JPS62323A - Addition averaging method of living body inducing signal - Google Patents

Abstract

(57) [Summary] This bulletin contains application data before electronic filing, so abstract data is not recorded.

Description

[Detailed Description of the Invention] [Field of Industrial Application] The present invention amplifies signals induced in the biological nervous system, brain, etc. in response to repeatedly generated stimulation waves using an amplifier, and then samples them using a sampling pulse train synchronized with each stimulation wave. This invention relates to an averaging method for biologically induced signals that measures nerve conduction characteristics, etc. by repeatedly adding and updating the signals in a memory and storing them in a memory, and displaying the stored added induced signals on a display unit. be.

[Problems to be solved by the prior art and the invention] According to this averaging method, even a weak induced signal contained in noise is reflected on the display screen by changing the S/N ratio. It can be displayed. However, recently, in order to observe not only the entire induced signal waveform but also its minute phenomena, it has become necessary to enlarge and display minute waveforms such as rising portions. Conventionally, for this purpose, the same measurement was repeated by changing the amplifier characteristics and sampling speed conditions, which resulted in lack of reproducibility of measurements under the same conditions and requiring extra measurement time. Further, if it is attempted to read out such a plurality of types of addition results from the memory and compare them on the display screen, the capacity of the memory must be correspondingly increased.

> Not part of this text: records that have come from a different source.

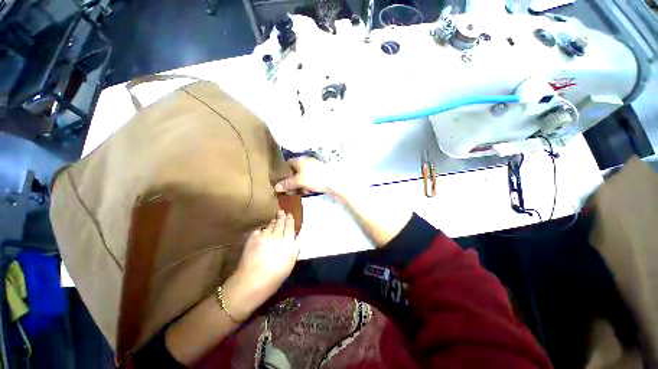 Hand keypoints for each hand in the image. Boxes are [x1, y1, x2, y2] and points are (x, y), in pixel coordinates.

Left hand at [222, 211, 299, 320]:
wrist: (252, 281)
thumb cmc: (275, 277)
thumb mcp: (290, 263)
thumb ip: (295, 248)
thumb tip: (297, 237)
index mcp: (289, 243)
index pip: (290, 227)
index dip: (290, 220)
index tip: (289, 215)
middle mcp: (278, 236)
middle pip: (280, 223)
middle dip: (281, 217)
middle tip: (281, 212)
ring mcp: (265, 235)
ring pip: (270, 225)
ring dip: (273, 221)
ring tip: (274, 219)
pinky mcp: (254, 237)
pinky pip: (260, 230)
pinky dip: (262, 229)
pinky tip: (262, 231)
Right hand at [274, 156, 346, 195]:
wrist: (333, 181)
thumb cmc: (313, 178)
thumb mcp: (298, 181)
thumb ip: (287, 184)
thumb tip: (276, 187)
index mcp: (300, 160)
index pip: (288, 163)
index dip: (284, 172)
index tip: (284, 182)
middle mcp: (306, 161)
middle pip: (295, 171)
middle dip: (293, 181)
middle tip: (292, 189)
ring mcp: (314, 167)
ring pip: (303, 175)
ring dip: (300, 184)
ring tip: (301, 191)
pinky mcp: (320, 173)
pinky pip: (310, 178)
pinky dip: (308, 184)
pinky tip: (309, 190)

In view of this point, the present invention provides an arithmetic and averaging method for biologically induced signals that enables display of a part of the time axis and amplitude of the induced signal by enlarging or reducing it by one measurement using a simple circuit configuration. The purpose is to

[Means for solving problems]

In order to achieve this object, the present invention provides a system in which the sampling period of each sampling pulse train and the gain of the amplifier are switched to 0 after a predetermined time has elapsed in synchronization with the stimulation wave.For example, as shown in FIG. When a predetermined time elapses T1, T
2. The period of the sampling pulse is gradually lengthened, and at the same time, the amplification degree of the amplifier is gradually lowered.

[Effect]

When the addition trigger signal is displayed, it is read out from the memory at the same speed, and the sampling pulse period is changed to be relatively short, so that the time axis can be relatively expanded. Furthermore, by switching the amplifier to a direction where the gain is large, the amplitude is also relatively expanded.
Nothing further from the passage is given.